Japanese trampoline gymnast (born 1974)

Daisuke Nakata (中田 大輔, Nakata Daisuke) is a trampoline gymnast who competed for Japan in the 2000 Summer Olympics. Daisuke also performs on SASUKE (known in America as Ninja Warrior), where he is one of the most well-known competitors. On the trampoline, Nakata can jump as high as 26 feet.

==Sasuke==
Along with training for the Olympics he also trains for the aforementioned SASUKE. He made his debut in the 8th competition in September 2001 and was able to make it to the 2nd Stage, where he ended up timing out on the Wall Lift. From the 9th to the 11th competitions, he made it to the Third Stage of each tournament, but wound up failing on the Globe Grasp obstacle all three times in a row. After the 13th competition in April 2004 (where an ankle injury was the cause of Nakata not being able to advance past the 2nd stage), Nakata missed SASUKE for several tournaments because he was in a hit-and-run accident later that year; his hands and wrists were seriously hurt and his grip suffered. His grip strength has failed to return to normal and his wrists remain crooked despite several surgeries. He finally returned to SASUKE to compete in the 16th and 17th competition, held in 2005 and 2006. In the 16th he ran out of time in the first stage but in the 17th he made it to the 3rd stage once again, but the pain in his hands was too much for him and he lost his grip on the 3rd Stage's first obstacle, the Arm Rings. He then left SASUKE for another two years before coming back to compete in the 21st competition (September 2008). He made it to the 2nd Stage again, but re-injured his wrists after falling onto the landing pad of the Downhill Jump. The pain was so immense that he could not overcome the next obstacle, which was the Salmon Ladder.

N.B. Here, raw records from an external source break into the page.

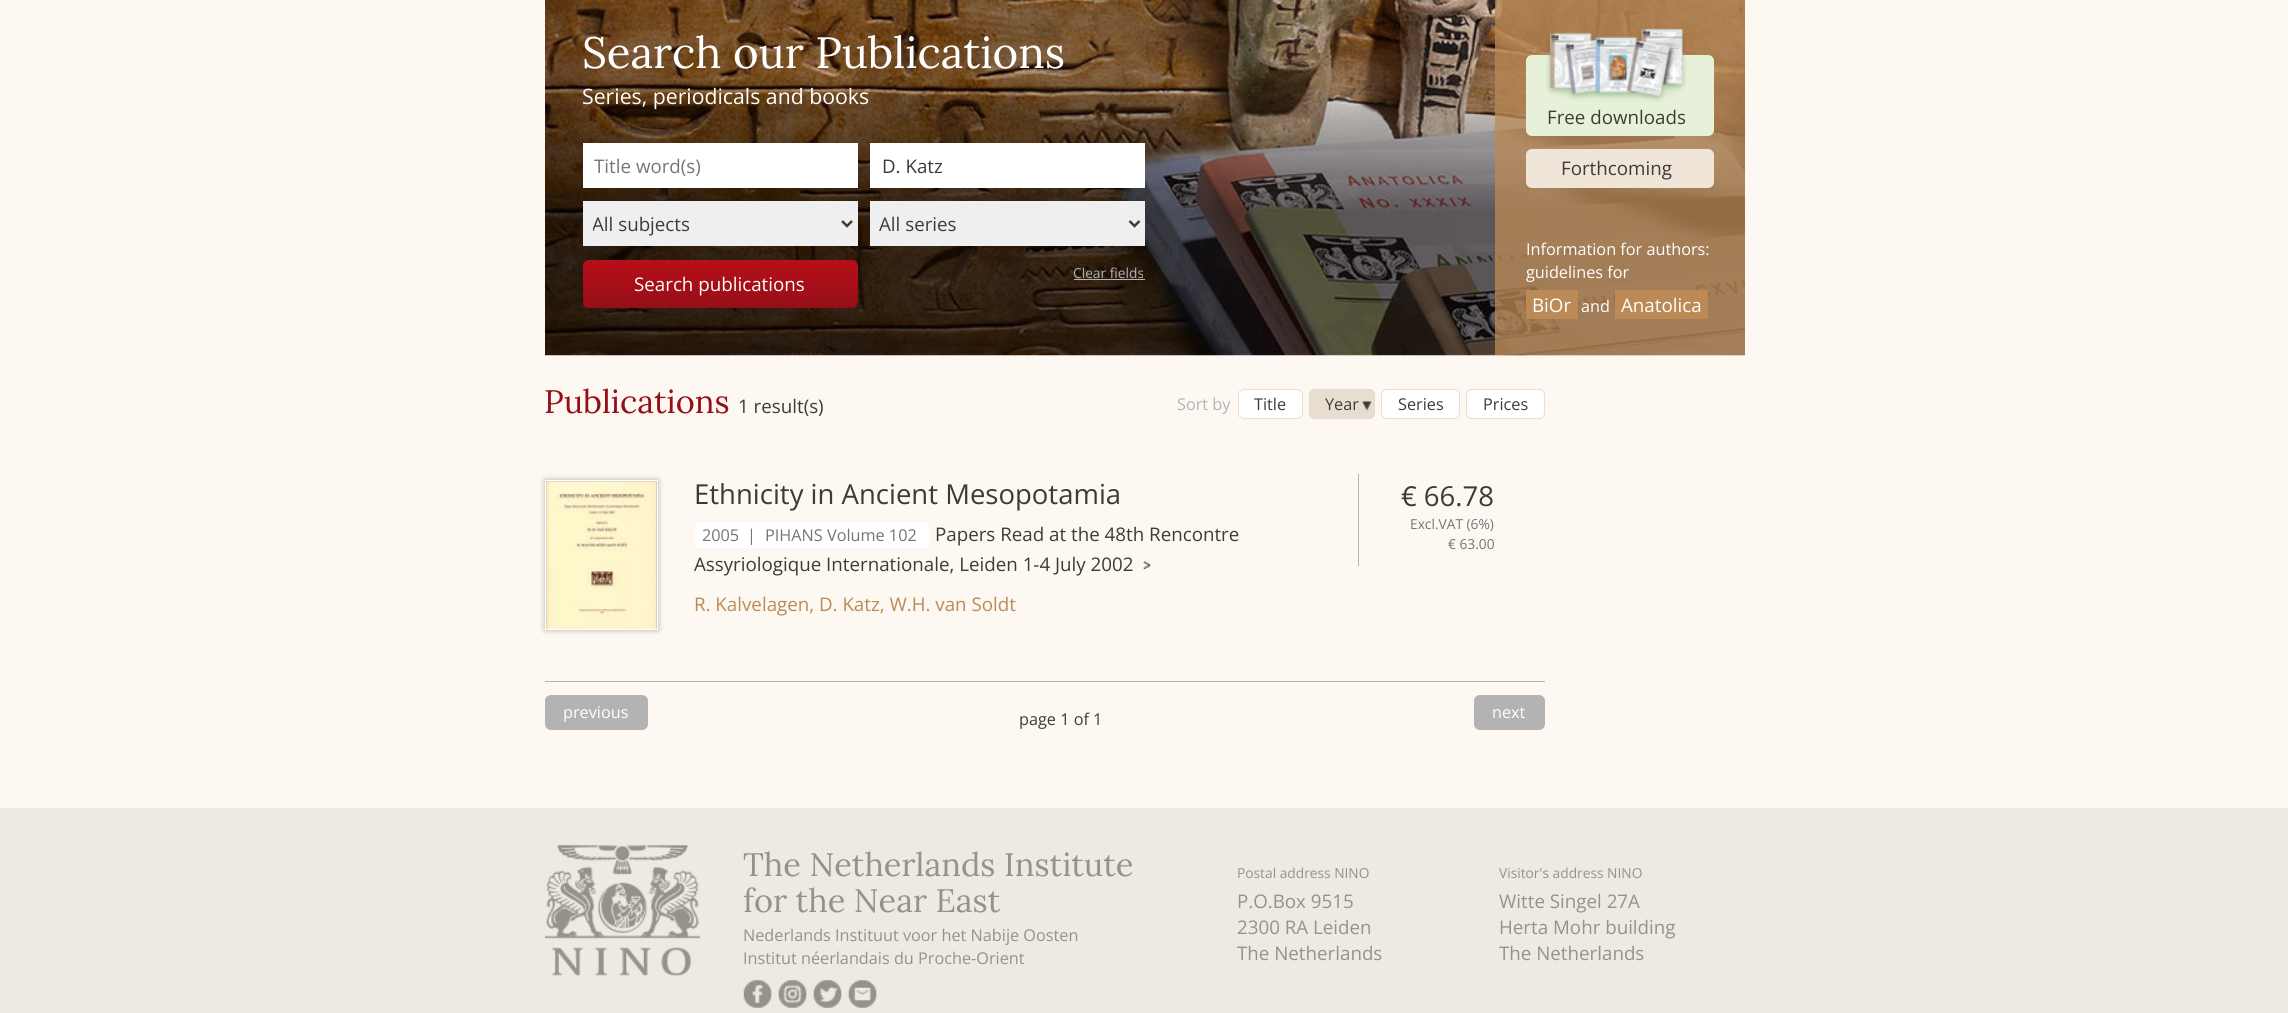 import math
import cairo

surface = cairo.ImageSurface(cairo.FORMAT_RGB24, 2288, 1013)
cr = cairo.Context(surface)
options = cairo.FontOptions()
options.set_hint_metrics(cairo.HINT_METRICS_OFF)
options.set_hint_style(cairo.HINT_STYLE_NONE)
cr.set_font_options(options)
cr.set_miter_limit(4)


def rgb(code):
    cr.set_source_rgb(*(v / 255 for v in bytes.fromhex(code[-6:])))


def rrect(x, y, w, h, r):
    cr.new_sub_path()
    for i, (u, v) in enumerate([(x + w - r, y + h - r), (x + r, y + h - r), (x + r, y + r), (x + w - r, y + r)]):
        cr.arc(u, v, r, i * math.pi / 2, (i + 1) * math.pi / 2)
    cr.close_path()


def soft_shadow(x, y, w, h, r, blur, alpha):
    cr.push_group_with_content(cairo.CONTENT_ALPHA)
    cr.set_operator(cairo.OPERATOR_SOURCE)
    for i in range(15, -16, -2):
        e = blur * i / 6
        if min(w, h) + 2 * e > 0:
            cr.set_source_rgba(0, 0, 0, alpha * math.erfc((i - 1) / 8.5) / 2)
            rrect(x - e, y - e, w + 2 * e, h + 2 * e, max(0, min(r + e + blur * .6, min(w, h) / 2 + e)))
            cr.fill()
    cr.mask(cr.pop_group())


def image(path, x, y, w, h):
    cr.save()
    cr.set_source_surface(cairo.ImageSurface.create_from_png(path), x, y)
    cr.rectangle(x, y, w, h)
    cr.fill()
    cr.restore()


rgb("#fdf8f2")
cr.paint()
image("img/1.png", 545, 0, 1200, 356)
for x, y, w, h, color in [
    (583, 143, 275, 45, "#ffffff"),
    (870, 143, 275, 45, "#ffffff"),
    (583, 201, 275, 45, "#efefef"),
]:
    rgb(color)
    cr.rectangle(x, y, w, h)
    cr.fill()
cr.new_path()
cr.move_to(842, 221)
cr.line_to(847, 226)
cr.line_to(852, 221)
rgb("#403a34")
cr.set_line_width(2.5)
cr.stroke()
rgb("#efefef")
cr.rectangle(870, 201, 275, 45)
cr.fill()
cr.new_path()
cr.move_to(1129.5, 221)
cr.line_to(1134.5, 226)
cr.line_to(1139.5, 221)
rgb("#403a34")
cr.stroke()
rgb("#b3b3b3")
cr.rectangle(1074, 279, 71, 1)
cr.fill()
gradient = cairo.LinearGradient(720, 260, 720, 308)
gradient.add_color_stop_rgba(0, 0.722, 0.059, 0.094, 1)
gradient.add_color_stop_rgba(1, 0.584, 0.059, 0.094, 1)
cr.set_source(gradient)
rrect(583, 260, 275, 48, 6)
cr.fill()
cr.set_source_rgba(0.733, 0.541, 0.337, 0.75)
cr.rectangle(1495, 0, 250, 355)
cr.fill()
rgb("#e7f0d9")
rrect(1526, 55, 188, 81, 6)
cr.fill()
image("img/2.png", 1546, 28, 141, 74)
rgb("#f0e5d9")
rrect(1526, 149, 188, 39, 6)
cr.fill()
rgb("#bb8a56")
cr.rectangle(1526, 290, 52, 29)
cr.fill()
cr.rectangle(1615, 290, 93, 29)
cr.fill()
rgb("#ffffff")
rrect(1238.5, 389.5, 64, 29, 5.5)
cr.fill_preserve()
rgb("#e7ddd0")
cr.set_line_width(1)
cr.stroke()
rrect(1309, 389, 66, 30, 6)
cr.fill()
image("img/3.png", 1362, 401, 10, 10)
rrect(1309.5, 389.5, 65, 29, 5.5)
cr.stroke()
rgb("#ffffff")
rrect(1381.5, 389.5, 78, 29, 5.5)
cr.fill_preserve()
rgb("#e7ddd0")
cr.stroke()
rgb("#ffffff")
rrect(1466.5, 389.5, 78, 29, 5.5)
cr.fill_preserve()
rgb("#e7ddd0")
cr.stroke()
rgb("#000000")
soft_shadow(545, 480, 113, 150, 0, 3, 0.3)
cr.rectangle(545.5, 480.5, 112, 149)
rgb("#ffffff")
cr.stroke()
image("img/4.png", 546, 481, 111, 148)
cr.rectangle(695, 523, 234, 25)
cr.fill()
image("img/5.png", 1143, 561, 8, 8)
rgb("#b3b3b3")
cr.rectangle(1358, 474, 1, 92)
cr.fill()
cr.rectangle(545, 681, 1000, 1)
cr.fill()
rrect(545, 695, 103, 35, 6)
cr.fill()
rrect(1474, 695, 71, 35, 6)
cr.fill()
rgb("#eee9e3")
cr.rectangle(0, 808, 2288, 205)
cr.fill()
image("img/6.png", 545, 845, 155, 131)
image("img/7.png", 743, 980, 29, 28)
image("img/8.png", 778, 980, 29, 28)
image("img/9.png", 813, 980, 29, 28)
image("img/10.png", 848, 980, 29, 28)
cr.select_font_face("Lora")
cr.set_font_size(43.75)
rgb("#ffffff")
cr.move_to(582, 68)
cr.show_text("Search our Publications")
cr.select_font_face("Open Sans")
cr.set_font_size(21.25)
cr.move_to(582, 104)
cr.show_text("Series, periodicals and books")
cr.set_font_size(18.75)
rgb("#757575")
cr.move_to(594, 173)
cr.show_text("Title word(s)")
rgb("#403a34")
cr.move_to(882, 173)
cr.show_text("D. Katz")
cr.save()
cr.rectangle(593, 210, 240, 28)
cr.clip()
cr.move_to(592, 231)
cr.show_text("All subjects")
cr.restore()
cr.move_to(879, 231)
cr.show_text("All series")
cr.set_font_size(13.75)
rgb("#b3b3b3")
cr.move_to(1073, 278)
cr.show_text("Clear fields")
cr.set_font_size(18.75)
rgb("#ffffff")
cr.move_to(634, 291)
cr.show_text("Search publications")
rgb("#403a34")
cr.move_to(1547, 124)
cr.show_text("Free downloads")
cr.move_to(1561, 175)
cr.show_text("Forthcoming")
cr.set_font_size(16.25)
rgb("#ffffff")
cr.move_to(1526, 255)
cr.show_text("Information for authors:")
cr.move_to(1526, 278)
cr.show_text("guidelines for")
cr.set_font_size(18.75)
cr.move_to(1532, 312)
cr.show_text("BiOr")
cr.set_font_size(16.25)
cr.move_to(1581, 312)
cr.show_text("and")
cr.set_font_size(18.75)
cr.move_to(1621, 312)
cr.show_text("Anatolica")
cr.select_font_face("Lora")
cr.set_font_size(32.5)
rgb("#950f18")
cr.move_to(544, 413)
cr.show_text("Publications")
cr.select_font_face("Open Sans")
cr.set_font_size(18.75)
rgb("#403a34")
cr.move_to(738, 413)
cr.show_text("1 result(s)")
cr.set_font_size(16.25)
rgb("#b3b3b3")
cr.move_to(1177, 410)
cr.show_text("Sort by")
rgb("#403a34")
for x, y, s in [
    (1254, 410, "Title"),
    (1325, 410, "Year"),
    (1398, 410, "Series"),
    (1483, 410, "Prices"),
]:
    cr.move_to(x, y)
    cr.show_text(s)
cr.set_font_size(27.5)
cr.move_to(694, 504)
cr.show_text("Ethnicity in Ancient Mesopotamia")
cr.set_font_size(16.25)
rgb("#757575")
for x, y, s in [
    (702, 541, "2005"),
    (747, 541, "|"),
    (765, 541, "PIHANS Volume 102"),
]:
    cr.move_to(x, y)
    cr.show_text(s)
cr.set_font_size(18.75)
rgb("#403a34")
cr.move_to(935, 541)
cr.show_text("Papers Read at the 48th Rencontre")
cr.move_to(694, 571)
cr.show_text("Assyriologique Internationale, Leiden 1-4 July 2002")
rgb("#bb8a56")
cr.move_to(694, 611)
cr.show_text("R. Kalvelagen, D. Katz, W.H. van Soldt")
cr.set_font_size(27.5)
rgb("#403a34")
cr.move_to(1401, 506)
cr.show_text("€ 66.78")
cr.set_font_size(13.75)
rgb("#757575")
cr.move_to(1410, 529)
cr.show_text("Excl.VAT (6%)")
cr.move_to(1448, 549)
cr.show_text("€ 63.00")
cr.set_font_size(16.25)
rgb("#ffffff")
cr.move_to(563, 718)
cr.show_text("previous")
rgb("#403a34")
cr.move_to(1019, 725)
cr.show_text("page 1 of 1")
rgb("#ffffff")
cr.move_to(1492, 718)
cr.show_text("next")
cr.select_font_face("Lora")
cr.set_font_size(32.5)
rgb("#97918b")
cr.move_to(743, 876)
cr.show_text("The Netherlands Institute")
cr.move_to(743, 912)
cr.show_text("for the Near East")
cr.select_font_face("Open Sans")
cr.set_font_size(16.25)
cr.move_to(743, 941)
cr.show_text("Nederlands Instituut voor het Nabije Oosten")
cr.move_to(743, 964)
cr.show_text("Institut néerlandais du Proche-Orient")
cr.set_font_size(13.75)
cr.move_to(1237, 878)
cr.show_text("Postal address NINO")
cr.set_font_size(18.75)
for x, y, s in [
    (1237, 908, "P.O.Box 9515"),
    (1237, 934, "2300 RA Leiden"),
    (1237, 960, "The Netherlands"),
]:
    cr.move_to(x, y)
    cr.show_text(s)
cr.set_font_size(13.75)
cr.move_to(1499, 878)
cr.show_text("Visitor's address NINO")
cr.set_font_size(18.75)
for x, y, s in [
    (1499, 908, "Witte Singel 27A"),
    (1499, 934, "Herta Mohr building"),
    (1499, 960, "The Netherlands"),
]:
    cr.move_to(x, y)
    cr.show_text(s)
surface.write_to_png("page.png")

Nakata has not had enough strength to go to the Final Stage yet, despite having gone to the 3rd Stage four times. Nakata has admitted that lack of upper body strength is his weakness. In the 9 tournaments he has entered to date, he has only failed the 1st Stage twice, that being in the 12th competition (October 2003) when he unexpectedly failed on the Rolling Log obstacle and in the 16th where he ran out of time.

===SASUKE results===
- 8th competition (46) - Failed Wall Lifting - 2nd Stage
- 9th competition (71) - Failed Lamp Grasper - 3rd Stage
- 10th competition (940)^ - Failed Lamp Grasper - 3rd Stage
- 11th competition (95) - Failed Lamp Grasper - 3rd Stage
- 12th competition (94) - Failed Rolling Log - 1st Stage
- 13th competition (71) - Failed Wall Lifting - 2nd Stage
- 14th-15th competitions - did not compete
- 16th competition (65) - Failed Rope Climb - 1st Stage
- 17th competition (96) - Failed Arm Rings - 3rd Stage
- 18th-20th competitions - did not compete
- 21st competition (88) - Failed Salmon Ladder - 2nd Stage

^ In the 10th competition, the numbering system for the contestants ran from 901-1000 to indicate that 1000 competitors had attempted SASUKE's 1st Stage. Under the normal system, Nakata would have been number 40.

==Sportsman No.1==
Like several of SASUKE competitors during Monster9 years, Nakata invited and competed in 4 of 15 (39 overall) Pro Sportsman No.1 tournaments, one of his appearances have third place finisher.

==Other appearances==
Nakata also appeared in Nirgilis' Promo Video for "Brand New Day". He performed in "Muscle Musical".